Chip Drewry saw an environmental need. Drewry followed his gut instinct, shifting his business from excavating and site preparation to recycling, and in four years, the concrete and C&D recycling side of Drewry's business has ballooned from zero to 60 percent. As president of Port Orange, Florida-based Chip's Dozer Service, he expects the future will produce even greater profits. Even now, recycling accounts for 20 percent more gross revenue than his excavation business.
"I knew down the road it would be big," says Drewry, who is the first and only recycler in this community located just south of Daytona Beach . "And now instead of illegal dumping in wooded areas or a landfill with tipping fees, customers can dump here for free."
Drewry processes 60,000 to 80,000 tons a month with a primary/secondary UltraMax® 1200-25cc crushing system manufactured by Galion, Ohio-based Eagle Crusher Co., Inc.
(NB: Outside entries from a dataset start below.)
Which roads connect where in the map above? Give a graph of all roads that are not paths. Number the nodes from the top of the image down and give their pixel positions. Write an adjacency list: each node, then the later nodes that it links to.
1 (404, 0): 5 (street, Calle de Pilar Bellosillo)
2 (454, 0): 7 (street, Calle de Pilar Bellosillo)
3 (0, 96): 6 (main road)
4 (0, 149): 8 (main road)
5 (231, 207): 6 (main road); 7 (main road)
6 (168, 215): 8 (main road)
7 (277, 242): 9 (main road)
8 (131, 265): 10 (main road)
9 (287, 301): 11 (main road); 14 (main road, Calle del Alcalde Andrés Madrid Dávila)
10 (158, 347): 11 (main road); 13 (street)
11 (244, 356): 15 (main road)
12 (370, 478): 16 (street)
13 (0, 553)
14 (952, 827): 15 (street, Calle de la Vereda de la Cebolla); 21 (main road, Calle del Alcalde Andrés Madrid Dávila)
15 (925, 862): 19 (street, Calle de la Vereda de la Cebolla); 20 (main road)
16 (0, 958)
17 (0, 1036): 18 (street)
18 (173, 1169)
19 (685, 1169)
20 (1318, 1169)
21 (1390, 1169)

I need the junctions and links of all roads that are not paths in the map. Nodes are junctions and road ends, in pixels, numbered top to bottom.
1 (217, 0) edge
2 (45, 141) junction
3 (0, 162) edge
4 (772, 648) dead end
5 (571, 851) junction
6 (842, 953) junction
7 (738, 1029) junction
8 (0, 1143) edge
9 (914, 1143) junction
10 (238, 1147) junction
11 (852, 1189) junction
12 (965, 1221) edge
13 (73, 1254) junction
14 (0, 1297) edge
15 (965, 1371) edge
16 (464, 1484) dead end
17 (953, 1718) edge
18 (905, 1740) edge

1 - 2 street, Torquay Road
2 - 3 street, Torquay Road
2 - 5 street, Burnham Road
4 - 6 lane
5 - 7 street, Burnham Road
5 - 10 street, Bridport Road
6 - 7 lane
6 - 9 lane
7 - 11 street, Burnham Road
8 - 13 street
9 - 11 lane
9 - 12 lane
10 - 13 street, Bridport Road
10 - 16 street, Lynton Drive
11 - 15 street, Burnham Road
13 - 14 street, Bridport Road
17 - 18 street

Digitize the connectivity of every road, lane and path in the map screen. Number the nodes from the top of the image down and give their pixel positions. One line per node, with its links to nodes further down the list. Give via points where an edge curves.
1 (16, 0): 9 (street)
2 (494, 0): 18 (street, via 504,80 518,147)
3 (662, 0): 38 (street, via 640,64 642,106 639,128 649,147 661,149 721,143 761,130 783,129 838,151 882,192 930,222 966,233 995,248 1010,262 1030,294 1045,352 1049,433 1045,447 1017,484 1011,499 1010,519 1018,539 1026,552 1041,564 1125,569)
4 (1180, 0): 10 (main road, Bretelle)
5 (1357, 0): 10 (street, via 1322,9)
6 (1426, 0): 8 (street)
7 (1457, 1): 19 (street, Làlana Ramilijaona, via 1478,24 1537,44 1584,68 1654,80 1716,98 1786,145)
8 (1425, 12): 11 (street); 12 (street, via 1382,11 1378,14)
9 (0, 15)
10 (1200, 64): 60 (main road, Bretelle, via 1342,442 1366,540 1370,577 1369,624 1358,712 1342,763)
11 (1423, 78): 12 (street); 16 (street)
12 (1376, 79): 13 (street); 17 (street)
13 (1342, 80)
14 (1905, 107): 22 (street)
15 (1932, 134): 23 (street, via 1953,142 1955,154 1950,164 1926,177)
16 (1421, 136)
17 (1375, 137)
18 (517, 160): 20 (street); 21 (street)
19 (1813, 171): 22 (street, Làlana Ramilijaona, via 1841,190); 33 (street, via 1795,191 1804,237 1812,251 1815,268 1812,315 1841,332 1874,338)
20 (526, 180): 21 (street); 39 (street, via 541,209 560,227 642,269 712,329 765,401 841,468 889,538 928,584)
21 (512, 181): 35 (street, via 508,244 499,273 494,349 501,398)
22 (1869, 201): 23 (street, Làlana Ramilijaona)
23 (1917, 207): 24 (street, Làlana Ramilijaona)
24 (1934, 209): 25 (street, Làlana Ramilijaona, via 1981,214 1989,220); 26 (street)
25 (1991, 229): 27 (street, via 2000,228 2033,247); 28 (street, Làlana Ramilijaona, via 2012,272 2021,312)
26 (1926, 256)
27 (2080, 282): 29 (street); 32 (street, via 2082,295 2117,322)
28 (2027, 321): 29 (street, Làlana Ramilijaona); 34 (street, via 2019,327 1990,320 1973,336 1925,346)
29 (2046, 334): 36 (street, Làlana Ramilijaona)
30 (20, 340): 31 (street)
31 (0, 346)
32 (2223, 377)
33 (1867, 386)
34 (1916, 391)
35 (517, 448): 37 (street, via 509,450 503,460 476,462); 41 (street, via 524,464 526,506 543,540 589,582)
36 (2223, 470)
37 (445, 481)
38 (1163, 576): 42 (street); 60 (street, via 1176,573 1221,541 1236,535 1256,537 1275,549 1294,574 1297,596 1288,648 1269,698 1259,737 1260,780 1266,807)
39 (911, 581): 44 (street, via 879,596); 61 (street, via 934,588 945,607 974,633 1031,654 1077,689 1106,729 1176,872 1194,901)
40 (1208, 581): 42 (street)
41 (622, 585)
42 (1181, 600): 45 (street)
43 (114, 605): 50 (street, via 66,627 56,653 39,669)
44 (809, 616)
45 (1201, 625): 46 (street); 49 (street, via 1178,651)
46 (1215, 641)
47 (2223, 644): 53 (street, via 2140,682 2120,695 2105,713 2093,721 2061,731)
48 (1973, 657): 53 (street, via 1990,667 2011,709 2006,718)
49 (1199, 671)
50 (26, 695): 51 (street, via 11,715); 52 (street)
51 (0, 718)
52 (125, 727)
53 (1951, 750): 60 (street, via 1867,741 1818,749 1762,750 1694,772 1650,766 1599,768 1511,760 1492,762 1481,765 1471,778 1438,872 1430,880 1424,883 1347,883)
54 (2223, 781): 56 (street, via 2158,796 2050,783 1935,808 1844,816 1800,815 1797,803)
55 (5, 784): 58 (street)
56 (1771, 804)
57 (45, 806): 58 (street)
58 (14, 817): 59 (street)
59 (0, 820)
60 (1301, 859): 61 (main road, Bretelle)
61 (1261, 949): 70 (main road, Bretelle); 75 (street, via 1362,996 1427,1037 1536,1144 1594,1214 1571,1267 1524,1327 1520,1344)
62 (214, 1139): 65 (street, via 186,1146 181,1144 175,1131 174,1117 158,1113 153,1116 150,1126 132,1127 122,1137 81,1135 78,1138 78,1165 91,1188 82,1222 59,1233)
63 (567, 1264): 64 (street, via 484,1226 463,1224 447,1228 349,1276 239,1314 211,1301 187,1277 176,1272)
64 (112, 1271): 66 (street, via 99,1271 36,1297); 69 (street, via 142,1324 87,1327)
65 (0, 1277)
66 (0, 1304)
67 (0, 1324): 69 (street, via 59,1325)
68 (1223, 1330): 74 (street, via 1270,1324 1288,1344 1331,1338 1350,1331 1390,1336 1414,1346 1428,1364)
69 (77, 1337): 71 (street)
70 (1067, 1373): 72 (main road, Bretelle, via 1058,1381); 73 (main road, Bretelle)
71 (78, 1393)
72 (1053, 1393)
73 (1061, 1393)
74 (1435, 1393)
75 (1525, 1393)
The UltraMax 1200-25cc, which is equipped with an on-plant 5' x 16' double-deck vibrating screen, delivers three salable products from the broken reinforced concrete, asphalt, and C&D debris fed through its 48" x 34" feed opening. Though the UltraMax 1200-25cc is portable, Drewry keeps it in a central location. "We have so much material coming in here that we can be profitable in a central location,” he explains. “We're taking in concrete from as far away as Orlando."
Eagle Supports Builds Success
After talking with other recycling contractors and crusher operators, Drewry settled on an Eagle Crusher UltraMax 1200-25 for several reasons. His obvious goal was to start making money from his capital equipment investment as cost-effectively, as quickly, and as efficiently as possible. Training, on-site assistance, service after the sale, and reliable equipment were the factors in Drewry's selection.
"Other salesmen talked about how much their crushers would produce, while Eagle spent a lot of time showing me how their equipment works in various applications, what it will produce, and how we can make money in the recycle industry," Drewry says. "They didn't just say ‘this is what the crusher costs, this is what it will put out,' and walk off leaving me to learn through trial and error.
"They made sure I learned how to run the plant properly, which takes a while when you're not used to anything like this. Now, we know every nut and bolt."
Maintenance has been minimal, says Drewry — "just the usual wear and tear." "As far as the machine is concerned,” he adds. “I feel it is top of the line."
Clearing the Way to Greater Profits
Chip's Dozer Service didn't leap blindly into the recycling market. Drewry took time to learn. He began preparing for his business evolution in 1993, devoting time and equipment he already had to a 10-acre site behind a cement plant where old leftover and unused concrete had been discarded over several years.
"We cleaned it up and I stockpiled material for a year before getting the crusher," Drewry says. "We had to learn what would meet specs and what specifically the state requirements were. I used a screening plant to separate the bigger concrete and probably hauled in 250 yards of concrete before I brought in my crusher. You can't just start out with a handful of concrete on the ground, because a crusher like this one will eat up a lot of concrete."
If Drewry had any doubts about his leap into this new business venture, they were soon dispelled — particularly after he was given the thumbs-up by the area's EPA representative.
"He walked around and looked everything over," Drewry recalls. "He was here for about three hours — and as he was leaving, he told me, “I can't believe you're taking all that concrete and junk, and making these products you can use anywhere — there's nothing wasted.'"
Taxpayers Are Saving Money, Too
Taxpayers save up to $600 a load when local and state government agencies access Drewry's site rather than paying $32 per ton in landfill tipping fees.
In addition, by using recycled products in local, county, state road, highway, and building projects, private contractors and government departments minimize the high cost of hauling in aggregate from outside of Florida.
"The city and county buys it all back locally right here," Drewry explains. "They use it as road base and underground bedding, and for reuse in concrete. It meets state specs, and it's better than limestone, for instance, because the LBR [load bearing ratio] is so much higher in recycled concrete."
Drewry recycles everything dumped at his site — even the steel and iron. Equipped with an optional magnetic separator, the UltraMax 1200-25cc separates the rebar and ferrous metal into a separate stockpile, generating as many as three loads a week. With revenues of up to $250 a load, Drewry makes an additional $3,000 in a month's time.